**INSTRUCTIONS FOR THE TASK:** Transcribe all of the data exactly, leaving nothing out.

**SUPPLIED INFORMATION:**
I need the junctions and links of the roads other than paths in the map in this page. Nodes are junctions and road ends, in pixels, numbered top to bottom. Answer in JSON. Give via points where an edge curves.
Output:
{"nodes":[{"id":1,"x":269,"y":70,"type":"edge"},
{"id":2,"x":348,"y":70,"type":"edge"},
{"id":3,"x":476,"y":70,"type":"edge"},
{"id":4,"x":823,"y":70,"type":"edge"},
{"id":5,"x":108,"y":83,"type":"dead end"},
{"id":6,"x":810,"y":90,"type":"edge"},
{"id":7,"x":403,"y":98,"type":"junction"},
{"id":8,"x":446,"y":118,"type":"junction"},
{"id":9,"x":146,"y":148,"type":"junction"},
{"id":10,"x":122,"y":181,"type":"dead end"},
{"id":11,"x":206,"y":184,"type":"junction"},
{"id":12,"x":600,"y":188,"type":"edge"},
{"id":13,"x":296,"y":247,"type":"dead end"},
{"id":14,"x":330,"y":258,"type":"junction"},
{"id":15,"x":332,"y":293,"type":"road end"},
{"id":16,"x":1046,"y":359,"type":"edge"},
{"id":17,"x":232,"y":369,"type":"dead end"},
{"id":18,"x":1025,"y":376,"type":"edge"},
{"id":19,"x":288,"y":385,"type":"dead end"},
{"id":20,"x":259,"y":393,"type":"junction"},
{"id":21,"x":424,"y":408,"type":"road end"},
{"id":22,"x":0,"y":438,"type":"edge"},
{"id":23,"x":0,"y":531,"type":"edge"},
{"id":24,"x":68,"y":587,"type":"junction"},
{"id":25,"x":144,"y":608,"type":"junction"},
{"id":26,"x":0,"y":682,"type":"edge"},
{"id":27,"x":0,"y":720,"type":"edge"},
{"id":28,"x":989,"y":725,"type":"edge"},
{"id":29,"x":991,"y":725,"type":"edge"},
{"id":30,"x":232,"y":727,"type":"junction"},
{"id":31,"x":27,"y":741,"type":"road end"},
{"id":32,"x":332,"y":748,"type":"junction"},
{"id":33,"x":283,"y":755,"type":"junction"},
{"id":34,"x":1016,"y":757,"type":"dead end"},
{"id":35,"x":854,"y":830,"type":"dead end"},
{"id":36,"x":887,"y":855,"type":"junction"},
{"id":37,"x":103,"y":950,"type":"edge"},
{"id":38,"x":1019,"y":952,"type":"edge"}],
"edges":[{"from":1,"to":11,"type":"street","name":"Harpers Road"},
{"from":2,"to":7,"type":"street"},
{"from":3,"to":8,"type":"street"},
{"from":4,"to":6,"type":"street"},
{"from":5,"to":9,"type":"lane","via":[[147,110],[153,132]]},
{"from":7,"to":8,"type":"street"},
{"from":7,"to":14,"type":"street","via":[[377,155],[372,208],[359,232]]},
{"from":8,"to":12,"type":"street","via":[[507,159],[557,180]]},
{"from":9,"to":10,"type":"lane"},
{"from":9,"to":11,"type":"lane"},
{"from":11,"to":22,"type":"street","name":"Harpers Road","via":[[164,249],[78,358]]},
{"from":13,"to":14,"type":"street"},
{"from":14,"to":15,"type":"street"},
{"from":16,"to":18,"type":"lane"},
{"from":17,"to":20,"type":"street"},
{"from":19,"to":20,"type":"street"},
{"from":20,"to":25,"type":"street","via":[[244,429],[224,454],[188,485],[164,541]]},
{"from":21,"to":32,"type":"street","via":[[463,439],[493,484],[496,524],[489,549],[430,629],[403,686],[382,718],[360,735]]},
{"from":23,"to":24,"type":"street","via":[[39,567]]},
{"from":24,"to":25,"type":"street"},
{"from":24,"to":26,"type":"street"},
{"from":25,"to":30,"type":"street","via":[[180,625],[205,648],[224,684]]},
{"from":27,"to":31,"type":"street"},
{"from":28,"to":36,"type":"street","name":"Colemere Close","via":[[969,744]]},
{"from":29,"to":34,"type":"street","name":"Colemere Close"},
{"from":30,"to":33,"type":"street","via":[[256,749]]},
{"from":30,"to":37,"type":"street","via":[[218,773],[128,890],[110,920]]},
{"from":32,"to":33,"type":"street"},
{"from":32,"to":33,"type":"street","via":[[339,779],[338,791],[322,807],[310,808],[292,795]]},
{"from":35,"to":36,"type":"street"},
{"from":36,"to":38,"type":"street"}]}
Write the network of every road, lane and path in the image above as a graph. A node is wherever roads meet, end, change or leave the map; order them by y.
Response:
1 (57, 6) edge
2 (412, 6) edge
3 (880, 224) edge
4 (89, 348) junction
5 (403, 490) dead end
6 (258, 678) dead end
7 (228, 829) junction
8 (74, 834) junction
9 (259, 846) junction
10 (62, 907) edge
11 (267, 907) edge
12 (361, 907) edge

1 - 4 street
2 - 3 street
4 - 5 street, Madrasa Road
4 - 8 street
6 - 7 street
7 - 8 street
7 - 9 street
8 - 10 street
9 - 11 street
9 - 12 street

**TASK RESULT:**
I need the junctions and links of the roads other than paths in the map in this page. Nodes are junctions and road ends, in pixels, numbered top to bottom. Answer in JSON. Give via points where an edge curves.
Output:
{"nodes":[{"id":1,"x":269,"y":70,"type":"edge"},
{"id":2,"x":348,"y":70,"type":"edge"},
{"id":3,"x":476,"y":70,"type":"edge"},
{"id":4,"x":823,"y":70,"type":"edge"},
{"id":5,"x":108,"y":83,"type":"dead end"},
{"id":6,"x":810,"y":90,"type":"edge"},
{"id":7,"x":403,"y":98,"type":"junction"},
{"id":8,"x":446,"y":118,"type":"junction"},
{"id":9,"x":146,"y":148,"type":"junction"},
{"id":10,"x":122,"y":181,"type":"dead end"},
{"id":11,"x":206,"y":184,"type":"junction"},
{"id":12,"x":600,"y":188,"type":"edge"},
{"id":13,"x":296,"y":247,"type":"dead end"},
{"id":14,"x":330,"y":258,"type":"junction"},
{"id":15,"x":332,"y":293,"type":"road end"},
{"id":16,"x":1046,"y":359,"type":"edge"},
{"id":17,"x":232,"y":369,"type":"dead end"},
{"id":18,"x":1025,"y":376,"type":"edge"},
{"id":19,"x":288,"y":385,"type":"dead end"},
{"id":20,"x":259,"y":393,"type":"junction"},
{"id":21,"x":424,"y":408,"type":"road end"},
{"id":22,"x":0,"y":438,"type":"edge"},
{"id":23,"x":0,"y":531,"type":"edge"},
{"id":24,"x":68,"y":587,"type":"junction"},
{"id":25,"x":144,"y":608,"type":"junction"},
{"id":26,"x":0,"y":682,"type":"edge"},
{"id":27,"x":0,"y":720,"type":"edge"},
{"id":28,"x":989,"y":725,"type":"edge"},
{"id":29,"x":991,"y":725,"type":"edge"},
{"id":30,"x":232,"y":727,"type":"junction"},
{"id":31,"x":27,"y":741,"type":"road end"},
{"id":32,"x":332,"y":748,"type":"junction"},
{"id":33,"x":283,"y":755,"type":"junction"},
{"id":34,"x":1016,"y":757,"type":"dead end"},
{"id":35,"x":854,"y":830,"type":"dead end"},
{"id":36,"x":887,"y":855,"type":"junction"},
{"id":37,"x":103,"y":950,"type":"edge"},
{"id":38,"x":1019,"y":952,"type":"edge"}],
"edges":[{"from":1,"to":11,"type":"street","name":"Harpers Road"},
{"from":2,"to":7,"type":"street"},
{"from":3,"to":8,"type":"street"},
{"from":4,"to":6,"type":"street"},
{"from":5,"to":9,"type":"lane","via":[[147,110],[153,132]]},
{"from":7,"to":8,"type":"street"},
{"from":7,"to":14,"type":"street","via":[[377,155],[372,208],[359,232]]},
{"from":8,"to":12,"type":"street","via":[[507,159],[557,180]]},
{"from":9,"to":10,"type":"lane"},
{"from":9,"to":11,"type":"lane"},
{"from":11,"to":22,"type":"street","name":"Harpers Road","via":[[164,249],[78,358]]},
{"from":13,"to":14,"type":"street"},
{"from":14,"to":15,"type":"street"},
{"from":16,"to":18,"type":"lane"},
{"from":17,"to":20,"type":"street"},
{"from":19,"to":20,"type":"street"},
{"from":20,"to":25,"type":"street","via":[[244,429],[224,454],[188,485],[164,541]]},
{"from":21,"to":32,"type":"street","via":[[463,439],[493,484],[496,524],[489,549],[430,629],[403,686],[382,718],[360,735]]},
{"from":23,"to":24,"type":"street","via":[[39,567]]},
{"from":24,"to":25,"type":"street"},
{"from":24,"to":26,"type":"street"},
{"from":25,"to":30,"type":"street","via":[[180,625],[205,648],[224,684]]},
{"from":27,"to":31,"type":"street"},
{"from":28,"to":36,"type":"street","name":"Colemere Close","via":[[969,744]]},
{"from":29,"to":34,"type":"street","name":"Colemere Close"},
{"from":30,"to":33,"type":"street","via":[[256,749]]},
{"from":30,"to":37,"type":"street","via":[[218,773],[128,890],[110,920]]},
{"from":32,"to":33,"type":"street"},
{"from":32,"to":33,"type":"street","via":[[339,779],[338,791],[322,807],[310,808],[292,795]]},
{"from":35,"to":36,"type":"street"},
{"from":36,"to":38,"type":"street"}]}
Write the network of every road, lane and path in the image above as a graph. A node is wherever roads meet, end, change or leave the map; order them by y.
Response:
1 (57, 6) edge
2 (412, 6) edge
3 (880, 224) edge
4 (89, 348) junction
5 (403, 490) dead end
6 (258, 678) dead end
7 (228, 829) junction
8 (74, 834) junction
9 (259, 846) junction
10 (62, 907) edge
11 (267, 907) edge
12 (361, 907) edge

1 - 4 street
2 - 3 street
4 - 5 street, Madrasa Road
4 - 8 street
6 - 7 street
7 - 8 street
7 - 9 street
8 - 10 street
9 - 11 street
9 - 12 street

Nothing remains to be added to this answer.